Changes in cytokines represent areas of interest and importance. The changes in cytokine production in healthy smokers seem clear for IL-6, IL-1 and TNF, which generally decrease. These results suggest less inflammation and therefore less tissue damage in healthy smokers. IL-8 results are mixed. It would be useful and important to confirm these results as IL-6, IL-8, IL-1α, and IL-1β are key inflammatory mediators associated with tissue damage. Schulz et al. ([67]) has shown increased constitutive and simulated release of IL-8 in patients with chronic obstructive pulmonary disease, but are there earlier points within the activation sequence of turning on the expression and/or secretion of IL-8 in healthy smokers? Are other inhibitory signal or proteins present as seen with IL-6 and what are the stimuli for these inhibitors? IL-13, a potent stimulator of B-cells especially in allergic individuals, may be present in smokers as an explanation for some of the immunoglobulin findings noted above.
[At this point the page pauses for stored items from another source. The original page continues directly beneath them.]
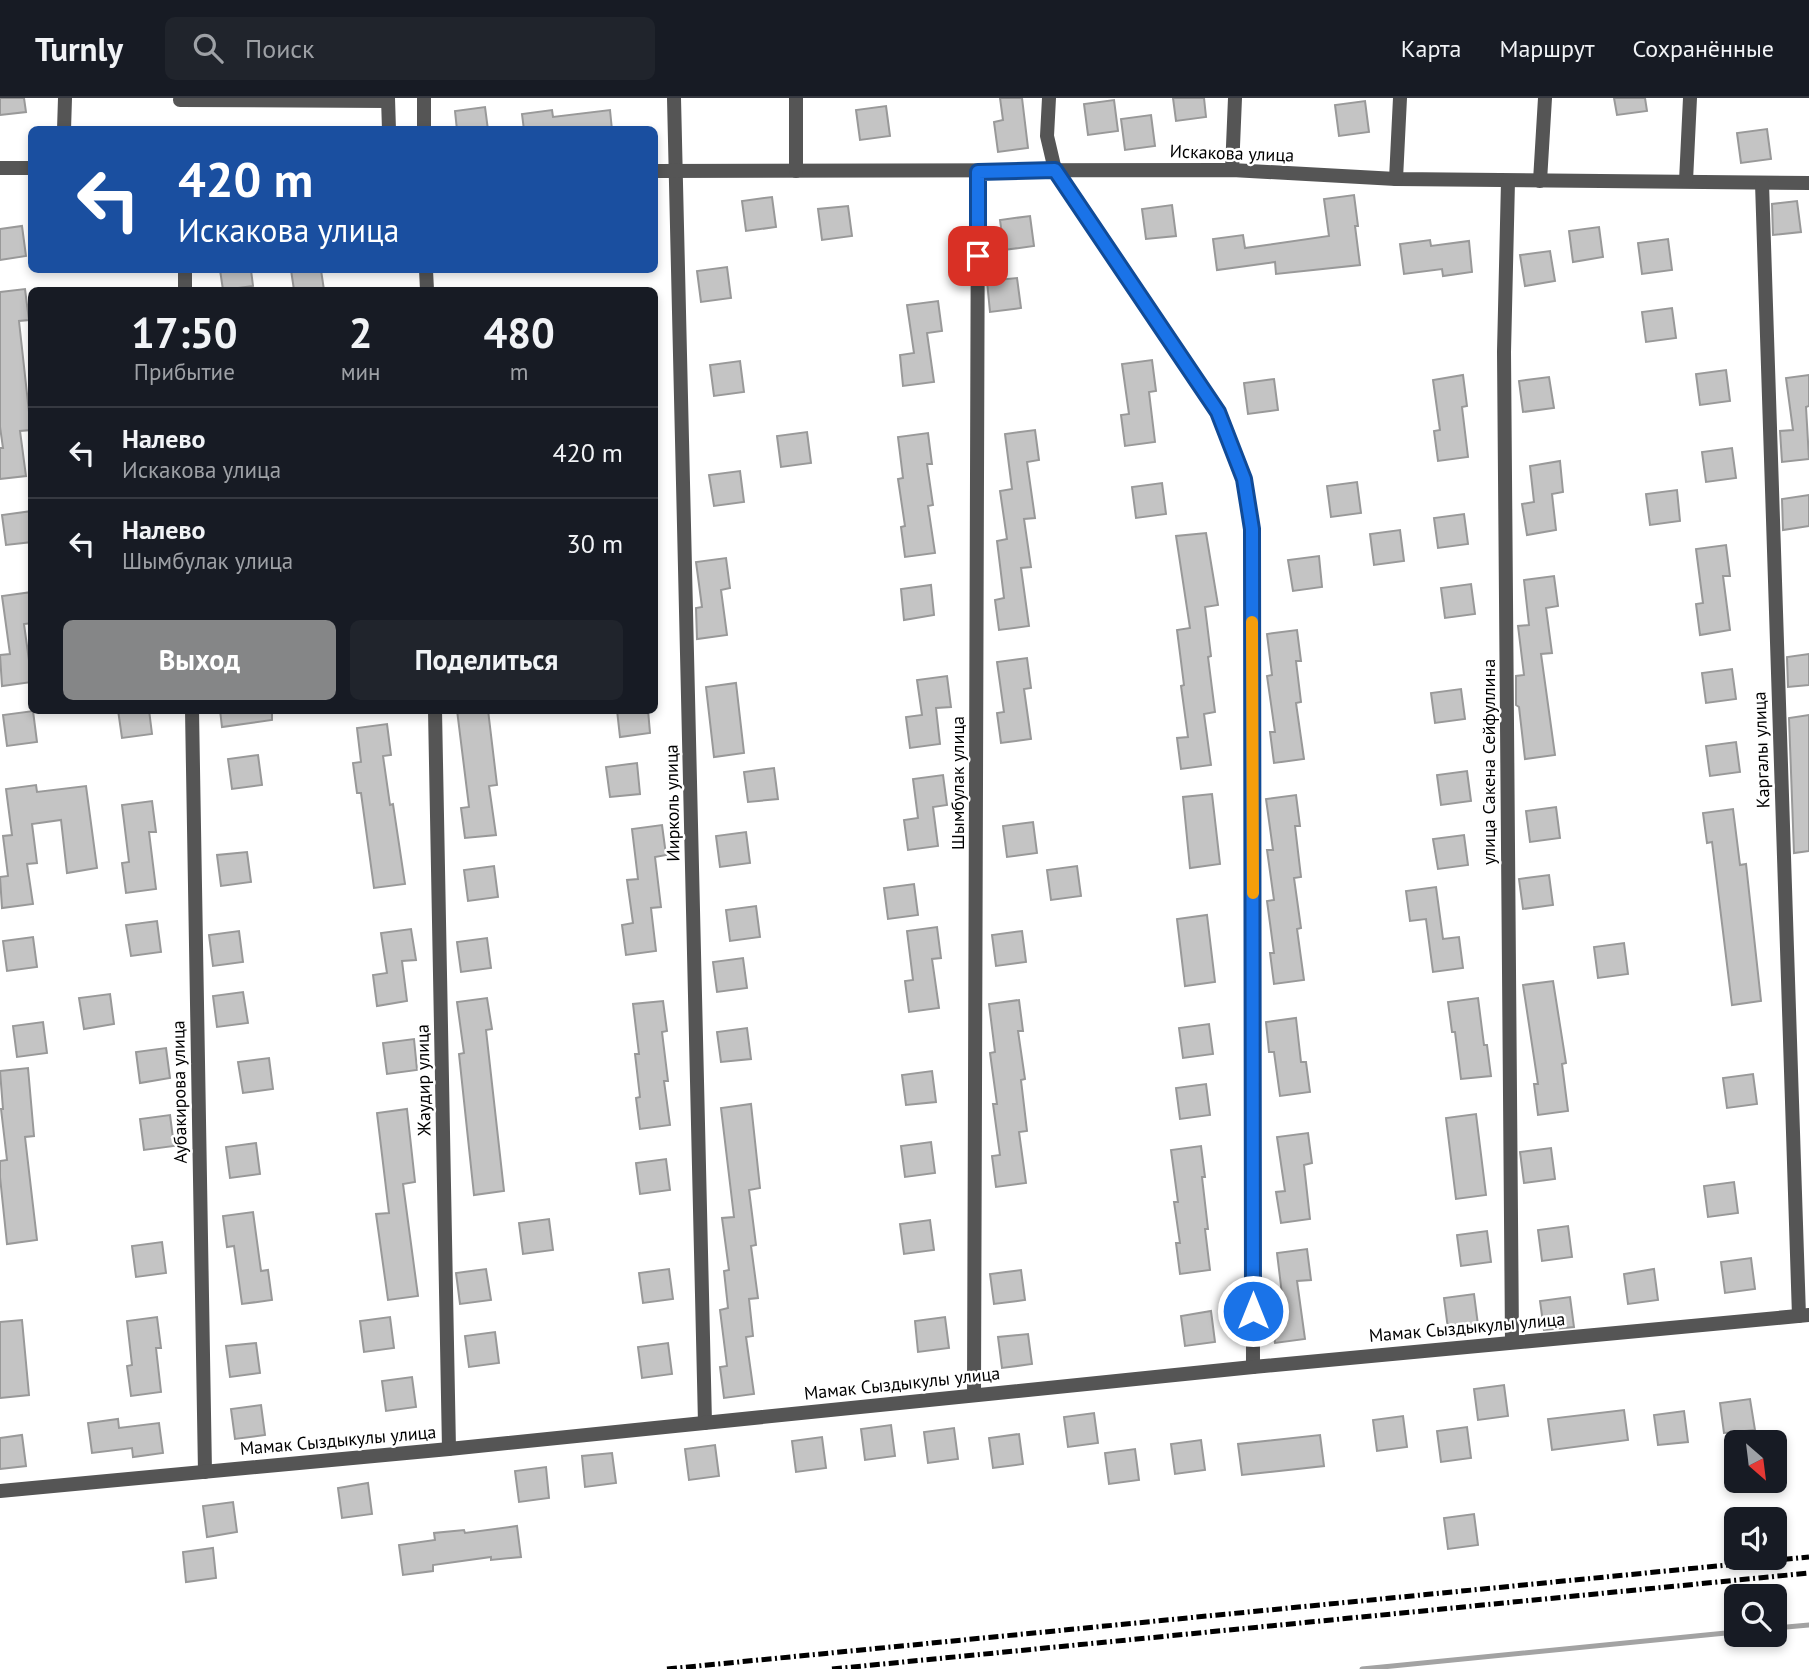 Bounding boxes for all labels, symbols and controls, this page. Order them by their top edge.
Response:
search box [165,17,655,80]
text: Turnly [35,27,123,70]
icon: search [189,29,227,67]
text: Поиск [245,32,315,65]
text: Карта [1401,33,1461,64]
text: Маршрут [1499,33,1594,64]
text: Сохранённые [1632,33,1774,64]
street label: Искакова улица [1169,139,1295,167]
text: 420 m [178,147,313,211]
icon: left [63,154,154,245]
text: Искакова улица [178,209,399,251]
pin [948,226,1008,286]
icon: arrive [959,237,997,275]
text: 17:50 [131,305,238,360]
text: 2 [349,305,372,360]
text: 480 [483,305,555,360]
text: Прибытие [134,357,235,386]
text: мин [341,357,380,386]
text: m [510,357,529,386]
text: Налево [122,422,206,455]
icon: left [63,434,101,472]
text: 420 m [552,436,623,469]
text: Искакова улица [122,455,281,484]
text: Налево [122,513,206,546]
icon: left [63,525,101,563]
text: 30 m [567,527,623,560]
text: Шымбулак улица [122,546,293,575]
button: Выход [63,620,336,700]
button: Поделиться [350,620,623,700]
street label: улица Сакена Сейфуллина [1477,659,1500,865]
street label: Каргалы улица [1747,691,1775,809]
street label: Шымбулак улица [946,716,969,850]
street label: Иирколь улица [659,744,685,862]
street label: Аубакирова улица [166,1020,192,1164]
street label: Жаудир улица [411,1024,435,1137]
position arrow [1216,1274,1290,1348]
street label: Мамак Сыздыкулы улица [1368,1307,1566,1347]
street label: Мамак Сыздыкулы улица [803,1361,1001,1405]
street label: Мамак Сыздыкулы улица [239,1420,437,1460]
north arrow [1724,1430,1787,1493]
map controls [1724,1430,1787,1647]
button: sound [1724,1507,1787,1570]
button: search [1724,1584,1787,1647] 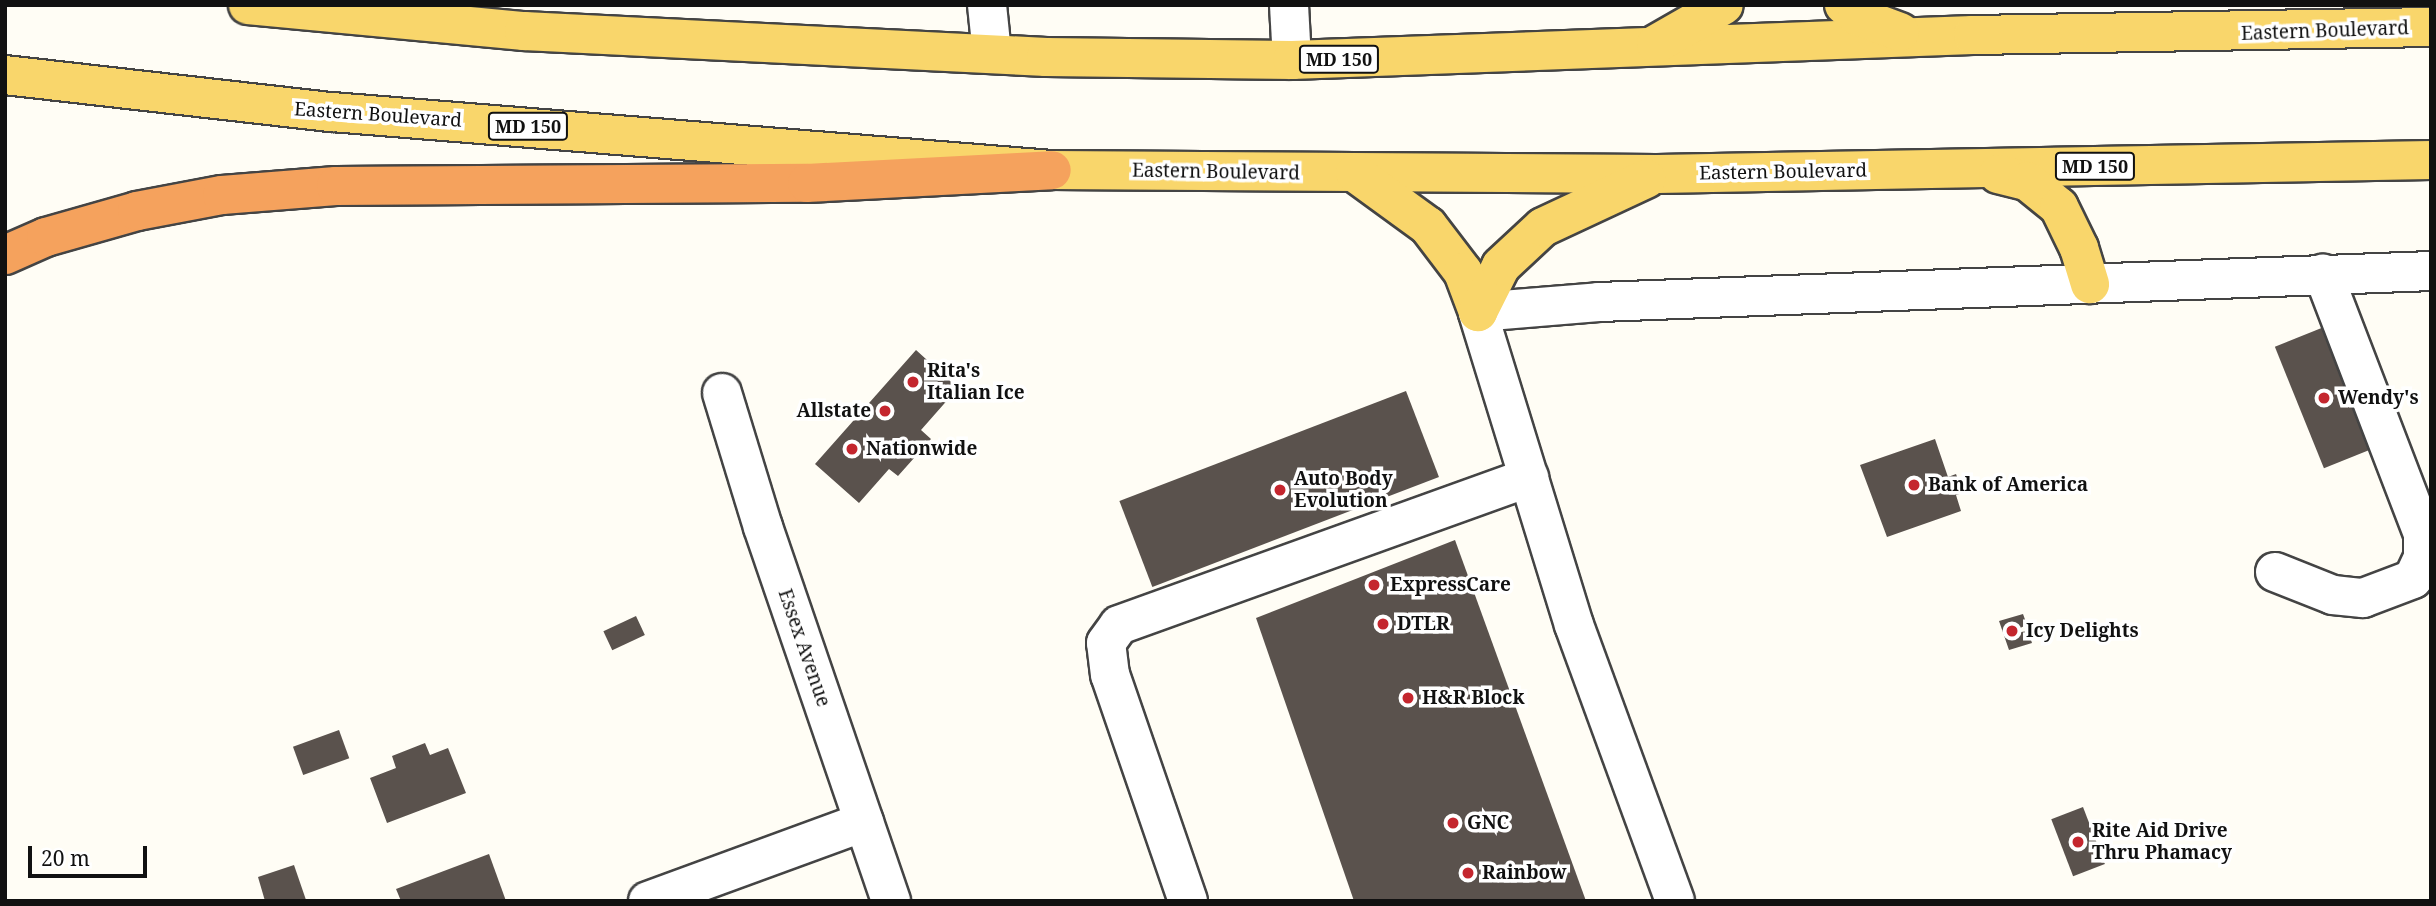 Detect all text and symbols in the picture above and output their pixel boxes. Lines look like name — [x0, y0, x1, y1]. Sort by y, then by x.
street label: Eastern Boulevard — [2241, 17, 2409, 45]
road number: MD 150 — [1299, 44, 1379, 74]
street label: Eastern Boulevard — [293, 98, 463, 132]
road number: MD 150 — [488, 112, 568, 140]
road number: MD 150 — [2055, 152, 2135, 181]
street label: Eastern Boulevard — [1132, 159, 1300, 185]
street label: Eastern Boulevard — [1699, 159, 1867, 185]
place label: Rita's Italian Ice — [927, 360, 1025, 404]
marker: Rita's Italian Ice — [905, 374, 921, 390]
place label: Wendy's — [2338, 387, 2419, 409]
marker: Wendy's — [2316, 390, 2332, 406]
place label: Allstate — [797, 400, 871, 422]
marker: Allstate — [877, 403, 893, 419]
place label: Nationwide — [866, 438, 977, 460]
marker: Nationwide — [844, 441, 860, 457]
place label: Auto Body Evolution — [1294, 468, 1393, 512]
place label: Bank of America — [1928, 474, 2088, 496]
marker: Bank of America — [1906, 477, 1922, 493]
marker: Auto Body Evolution — [1272, 482, 1288, 498]
place label: ExpressCare — [1390, 574, 1511, 596]
marker: ExpressCare — [1364, 575, 1384, 595]
street label: Essex Avenue — [773, 586, 835, 710]
place label: DTLR — [1397, 613, 1450, 635]
marker: DTLR — [1375, 616, 1391, 632]
place label: Icy Delights — [2026, 620, 2139, 642]
marker: Icy Delights — [2004, 623, 2020, 639]
place label: H&R Block — [1422, 687, 1524, 709]
marker: H&R Block — [1400, 690, 1416, 706]
place label: GNC — [1467, 812, 1509, 834]
marker: GNC — [1445, 815, 1461, 831]
place label: Rite Aid Drive Thru Phamacy — [2092, 820, 2232, 864]
scale bar — [32, 832, 150, 876]
marker: Rite Aid Drive Thru Phamacy — [2070, 834, 2086, 850]
text: 20 m — [41, 844, 90, 872]
place label: Rainbow — [1482, 862, 1567, 884]
marker: Rainbow — [1460, 865, 1476, 881]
Overall, a key question exists as to the inter-relationship of local pulmonary cytokines, whether found in sputa, BALF, or stimulated mononuclear cells obtained from the lung to that of peripheral blood cytokines remains. What are the sources of cytokines, how are they processed, what are the kinetics? What is/are the primary inflammatory stimulus (stimuli) in smoke? Many questions remain in this area and this may be of importance in understanding disease pathogenesis for infection, malignancy or atherosclerosis. For any toxin the primary treatment is avoidance. Large strides are being made in the United States on smoking education and abstinence, but significant numbers of smokers, many young smokers, remain.